Sabahları yataktan çıkmakta zorlanıyor, uykunuzu alsanız da kendinizi yorgun hissediyorsunuz. Bununla birlikte havanın daha erken kararması, güneşin yerini yağmurun alması, soğukların gitgide artıp, işlerin yoğunlaşması dolayısıyla gelişen halsizlik, stres ve beslenme düzeninizde değişiklik meydana gelmesinden şikâyetçisiniz. Peki bunun neden böyle olduğunu hiç düşündünüz mü? Tüm bu şikayetlerin sebebinin mevsim geçişleri olduğunu belirten Hastane Derindere Beslenme ve Diyet Uzmanı Tuğba Günal, doğru bir beslenmeyle, güçlü bir bağışıklık sistemiyle, yaşam kalitemizi yükselterek böyle hissetmekten kurtulabileceğimizi söylüyor.
1. Bağışıklık sisteminizi güçlendirin
Bu dönemde vücut direncini arttırmak, hastalıklardan kendimizi koruyabilmek için antioksidan olarak da görev yapan A, C, E vitaminleri ile selenyum, çinko, magnezyum gibi minerallerin yanı sıra omega-3 ve omega-9 yağ asitlerinden yeteri kadar almak gerekir.
Günde 5-6 porsiyon sebze tüketerek günlük almamız gereken vitamin ve mineralleri almış oluruz.
Balık, balık yağı, keten tohumu soya fasulyesi ve cevizde bulunan omega-3 yağ asitleri güçlü bir antioksidandır ve bağışıklık sistemimizin güçlendirilmesinde etkilidir. Ayrıca zeytinyağı, fındık yağı gibi sıvı yağlarda bulunan omega-9 yağ asitleri de bağışıklık sistemini olumlu etkiler.
Doğal enerji kaynağı olarak adlandırılan ruşeym, mineral maddeler açısından zengin demir, çinko magnezyum, fosfor, potasyum ve bakır içermektedir. Günlük beslenme programınızda kullandığınız ruşeym ekmeklerine ilaven marketlerden alacağınız ruşeymi de mutfağınıza taşıyabilirsiniz.
2.Sıvı tüketimini ihmal etmeyin!
Çay, kahve, kola, kakao gibi kafein içeren içecekler yerine bağışıklık sistemimizi de destekleyen ıhlamur, kuşburnu, ada çayı, beyaz çay veya yeşil çay gibi bitki çaylarını tercih edelim. Toksinlerden ve mikroplardan arınmanın en iyi yolu su ile sağlanıyor. Gerek sıkça elleri yıkamak gerek yeterli sıvı alımı hastalıklardan korunmada su sayesinde gerçekleşen en etkili yöntemlerdir Kış aylarında soğuk nedeniyle su tüketimi azalmaktadır. Vücudun su ihtiyacı ne kadar azalsa da kilo kontrolünü sağlamak amacıyla günde 2-2,5 litre su tüketilmelidir. Su tüketiminde zorluk yaşayanlar, günlük olarak içecekleri suyu tarçın, karanfil veya limon ile aromalı hale getirerek tüketim kolaylığı sağlayabilir.
3.Kışın yürüyüş ve spor yapmaktan korkmayın !

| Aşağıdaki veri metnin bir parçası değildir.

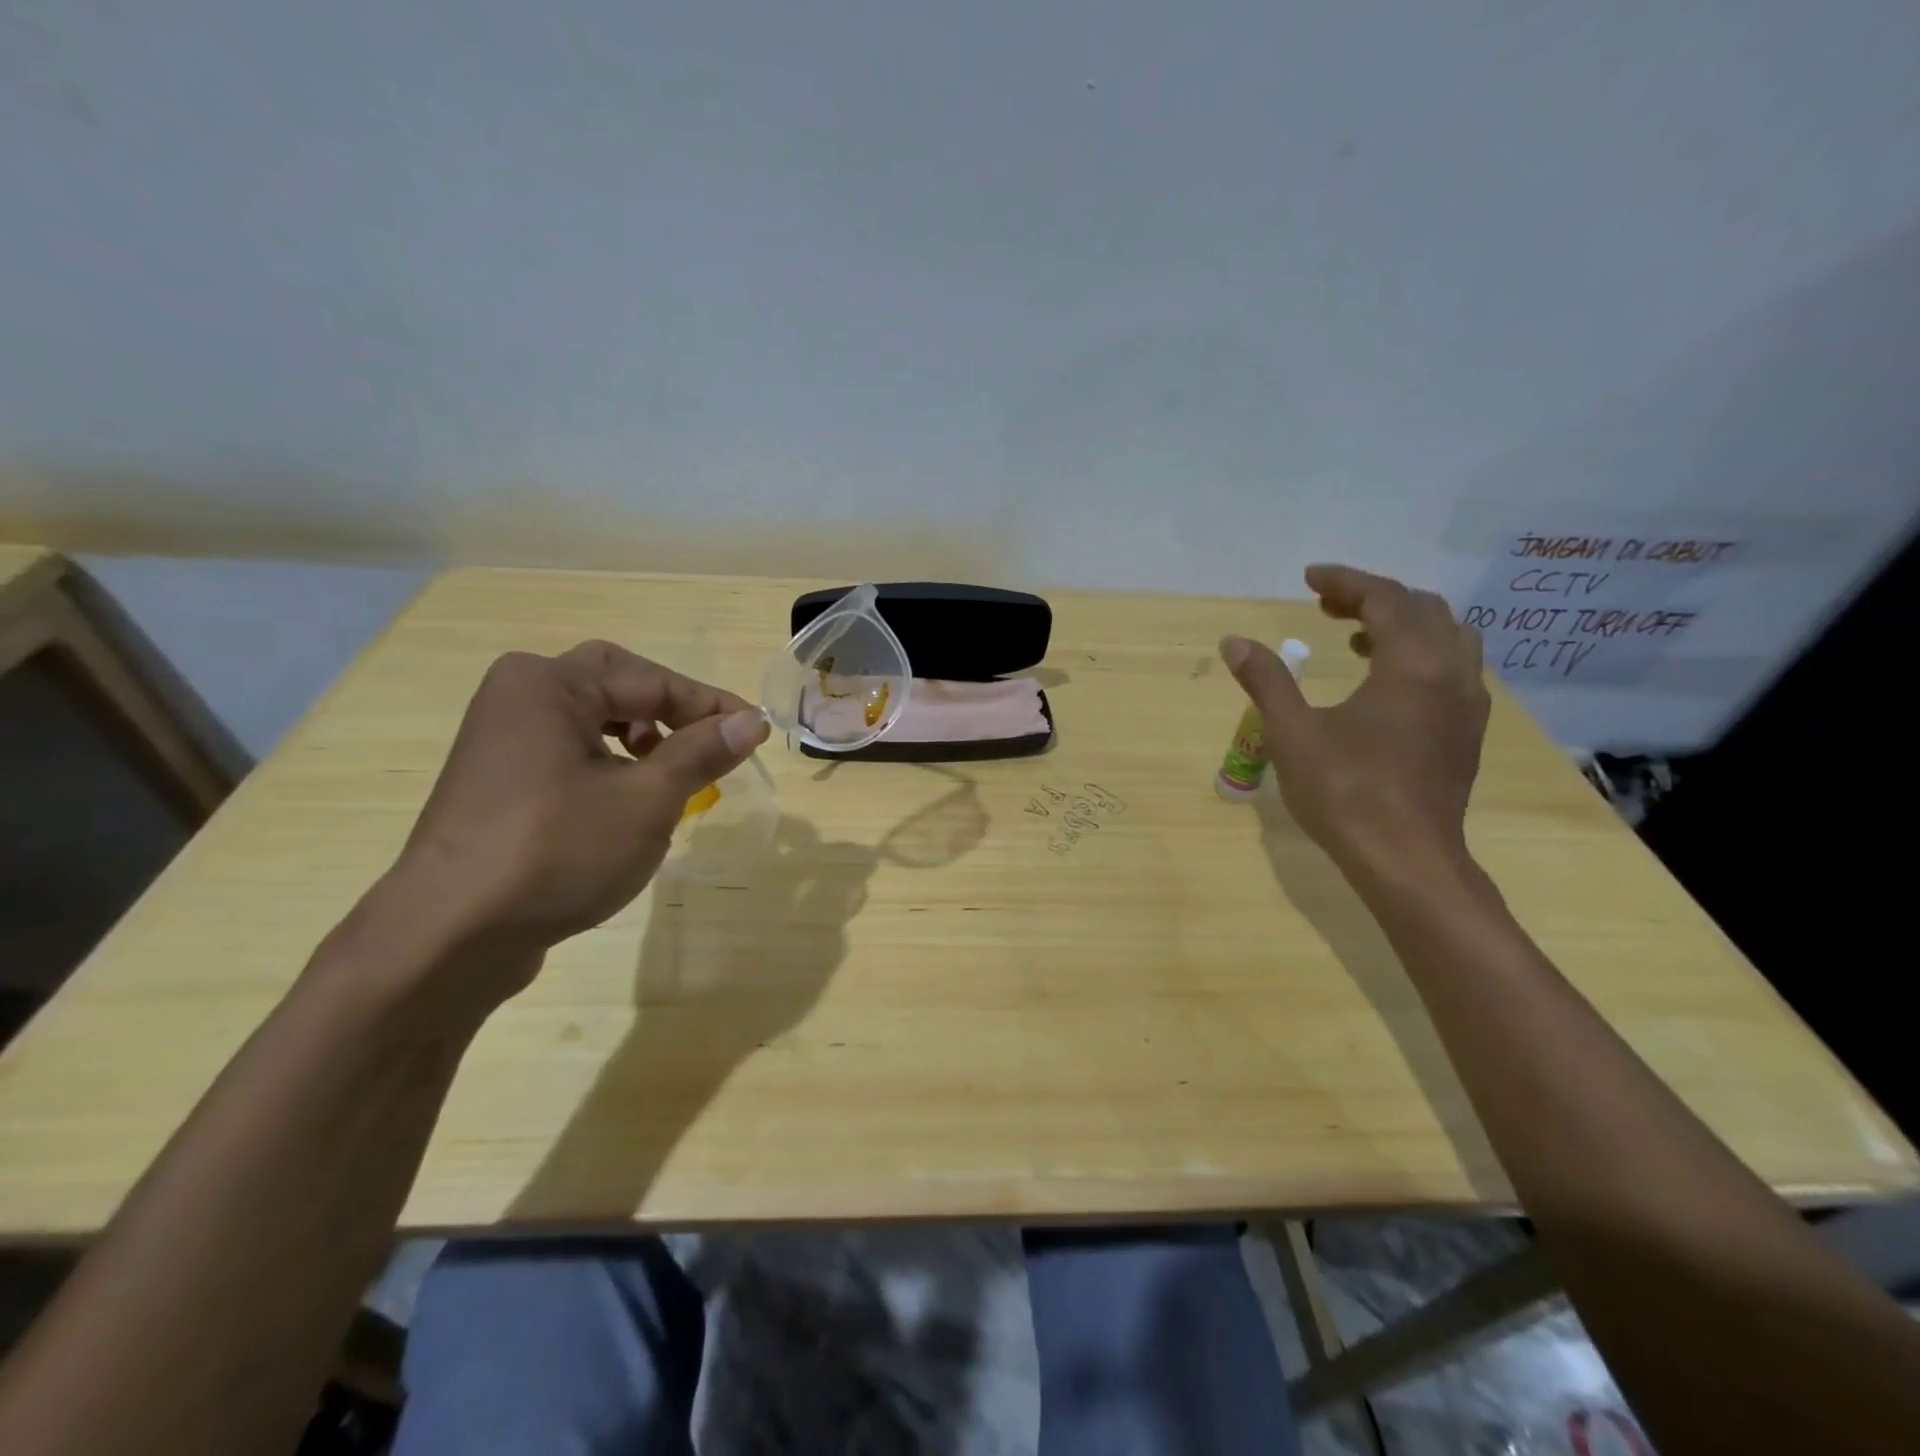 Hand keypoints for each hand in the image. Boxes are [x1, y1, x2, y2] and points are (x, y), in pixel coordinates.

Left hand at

Havaların soğuması, günlerin kısalması hareketsiz bir yaşama davetiye çıkarıyor ve sonucunda kış aylarında alınan kilolarda kaçınılmaz oluyor. Ne de olsa mevsim kıştır, kat kat giyinebiliriz, kilolarımızı giysilerimizle kamufle edebiliriz diye düşünebilirsiniz. Ancak bilinmelidir ki; kışın yapılan spor yazın yapılan spordan daha etkilidir. Kış aylarında vücut ısısına bağlı olarak beden spora daha iyi cevap verir, metabolizmanızı hızlandırır ve mevsim geçişlerine adapte olmaya çalışan vücudunuza dost olur. Her gün 40-45 dakikalık orta tempolu yürüyüşler bedeninize yapacağınız en büyük iyilik olacaktır.